Os Şehir Hatlar Vapuları (Ferries Urbanos) foram criados em 1844 durante o Império Otomano. Além de cruzarem e percorrerem a extensão do Bósforo, os ferries navegam pelo Mar de Mármara, pelo Corno de Ouro e chegam às Ilhas dos Príncipes.

Também transportam carros e passageiros na curta viagem entre Sirkeci e Harem, e em viagens mais longas até Bursa, Yalova e Mudanya.

Os ferries são o suprassumo do ambiente e do estilo no que toca aos transportes públicos em Istambul, ao contrário dos autocarros.

É claro que os autocarros vão a todo o lado, há inclusive uma rota com 100 km e 78 paragens, mas costumam ser desconfortáveis por irem lotados e ficam frequentemente presos no trânsito.

Porém, têm uma coisa em comum com os ferries – nenhum deles continua pela noite dentro. Se procurar uma maneira rápida e económica de ir de um lado do Bósforo para o outro durante a madrugada, a solução são os miniautocarros noturnos partilhados.


Miniautocarros noturnos partilhados


Em Istambul, os miniautocarros partilhados são parentes próximos dos dolmuş, pequenas carrinhas provadas que percorrem rotas definidas como os autocarros normais, mas apanham e largam os passageiros conforme estes pedem.

Ambos funcionam com pagamentos em dinheiro.
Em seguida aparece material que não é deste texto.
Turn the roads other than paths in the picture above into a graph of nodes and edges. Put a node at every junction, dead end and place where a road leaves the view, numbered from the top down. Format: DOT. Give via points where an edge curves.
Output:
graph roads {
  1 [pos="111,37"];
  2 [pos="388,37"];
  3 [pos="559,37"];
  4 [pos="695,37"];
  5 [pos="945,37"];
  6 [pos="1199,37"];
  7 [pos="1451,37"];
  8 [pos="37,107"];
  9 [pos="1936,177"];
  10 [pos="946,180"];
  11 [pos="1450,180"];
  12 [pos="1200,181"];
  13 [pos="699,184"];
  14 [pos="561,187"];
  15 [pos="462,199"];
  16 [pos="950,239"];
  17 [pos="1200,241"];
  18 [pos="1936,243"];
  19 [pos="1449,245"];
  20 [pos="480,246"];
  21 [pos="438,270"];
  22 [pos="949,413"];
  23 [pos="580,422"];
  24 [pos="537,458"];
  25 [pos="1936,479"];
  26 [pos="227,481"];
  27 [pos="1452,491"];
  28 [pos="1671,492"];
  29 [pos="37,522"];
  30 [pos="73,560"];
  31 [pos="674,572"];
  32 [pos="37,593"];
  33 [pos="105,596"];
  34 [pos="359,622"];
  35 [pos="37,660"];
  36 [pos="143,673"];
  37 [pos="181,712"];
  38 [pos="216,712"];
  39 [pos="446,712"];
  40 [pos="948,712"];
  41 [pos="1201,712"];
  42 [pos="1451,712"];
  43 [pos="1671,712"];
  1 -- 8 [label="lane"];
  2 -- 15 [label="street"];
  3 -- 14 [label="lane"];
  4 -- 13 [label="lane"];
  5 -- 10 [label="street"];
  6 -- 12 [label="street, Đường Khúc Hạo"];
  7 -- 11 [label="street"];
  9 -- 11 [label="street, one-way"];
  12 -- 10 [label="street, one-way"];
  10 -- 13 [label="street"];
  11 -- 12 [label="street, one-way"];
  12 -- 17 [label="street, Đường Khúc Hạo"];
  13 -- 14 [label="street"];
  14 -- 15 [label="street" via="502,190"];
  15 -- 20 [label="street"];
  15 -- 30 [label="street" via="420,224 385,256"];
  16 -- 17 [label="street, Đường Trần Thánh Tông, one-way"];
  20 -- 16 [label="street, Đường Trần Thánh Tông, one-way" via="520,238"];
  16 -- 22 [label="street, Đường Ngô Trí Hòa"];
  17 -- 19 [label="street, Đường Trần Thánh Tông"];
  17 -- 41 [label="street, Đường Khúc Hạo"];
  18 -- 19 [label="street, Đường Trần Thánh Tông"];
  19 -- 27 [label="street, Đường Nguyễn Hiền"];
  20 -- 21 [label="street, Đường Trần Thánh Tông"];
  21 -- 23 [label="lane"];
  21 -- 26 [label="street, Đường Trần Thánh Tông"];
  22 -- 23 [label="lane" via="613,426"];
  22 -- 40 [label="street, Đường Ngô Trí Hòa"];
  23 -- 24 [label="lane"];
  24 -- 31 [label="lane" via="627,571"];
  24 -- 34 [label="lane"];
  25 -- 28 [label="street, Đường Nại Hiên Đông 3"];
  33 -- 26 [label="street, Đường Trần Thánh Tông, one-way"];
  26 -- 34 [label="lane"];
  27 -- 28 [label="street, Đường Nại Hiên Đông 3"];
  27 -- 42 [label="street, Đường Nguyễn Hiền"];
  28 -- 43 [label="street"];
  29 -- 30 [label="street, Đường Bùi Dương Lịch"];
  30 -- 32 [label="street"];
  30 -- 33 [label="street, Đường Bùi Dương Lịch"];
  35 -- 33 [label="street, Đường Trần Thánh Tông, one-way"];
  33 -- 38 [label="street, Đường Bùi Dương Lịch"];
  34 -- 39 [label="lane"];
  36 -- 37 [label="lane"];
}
O nome dolmuş vem da palavra turca que significa “recheado”. A quantidade de passageiros que transportam depende do número de pessoas que se conseguem enfiar lá dentro (muitas, caso estejam curiosos), enquanto os miniautocarros amarelos levam o número de pessoas correspondente aos lugares sentados de que dispõem.

Depois de uma noitada no lado europeu da cidade, os foliões vão para a paragem dos miniautocarros na Praça Taksim. A maioria dos motoristas parece aspirar a ser piloto de Fórmula Um, por isso, assim que estão cheios, põem prego a fundo e levam os passageiros rapidamente a casa.